*** Input ***

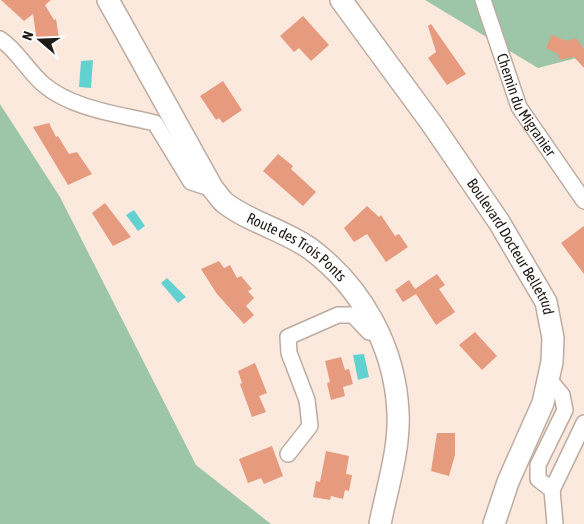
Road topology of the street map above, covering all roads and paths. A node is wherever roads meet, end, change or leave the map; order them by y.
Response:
1 (108, 0) edge
2 (341, 0) edge
3 (483, 0) edge
4 (0, 39) edge
5 (213, 189) junction
6 (584, 201) edge
7 (380, 333) junction
8 (548, 378) junction
9 (584, 423) edge
10 (288, 454) dead end
11 (552, 490) junction
12 (380, 524) edge
13 (494, 524) edge
14 (555, 524) edge

1 - 5 street, Route des Trois Ponts
2 - 8 street, Boulevard Docteur Belletrud
3 - 6 street, Chemin du Migranier
4 - 5 street
5 - 7 street, Route des Trois Ponts
7 - 10 street
7 - 12 street, Route des Trois Ponts
8 - 11 street
8 - 13 street, Boulevard Docteur Belletrud
9 - 11 street
11 - 14 street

***

From the data above, write out everything exactly except the pictures.

Response box:
Road topology of the street map above, covering all roads and paths. A node is wherever roads meet, end, change or leave the map; order them by y.
Response:
1 (108, 0) edge
2 (341, 0) edge
3 (483, 0) edge
4 (0, 39) edge
5 (213, 189) junction
6 (584, 201) edge
7 (380, 333) junction
8 (548, 378) junction
9 (584, 423) edge
10 (288, 454) dead end
11 (552, 490) junction
12 (380, 524) edge
13 (494, 524) edge
14 (555, 524) edge

1 - 5 street, Route des Trois Ponts
2 - 8 street, Boulevard Docteur Belletrud
3 - 6 street, Chemin du Migranier
4 - 5 street
5 - 7 street, Route des Trois Ponts
7 - 10 street
7 - 12 street, Route des Trois Ponts
8 - 11 street
8 - 13 street, Boulevard Docteur Belletrud
9 - 11 street
11 - 14 street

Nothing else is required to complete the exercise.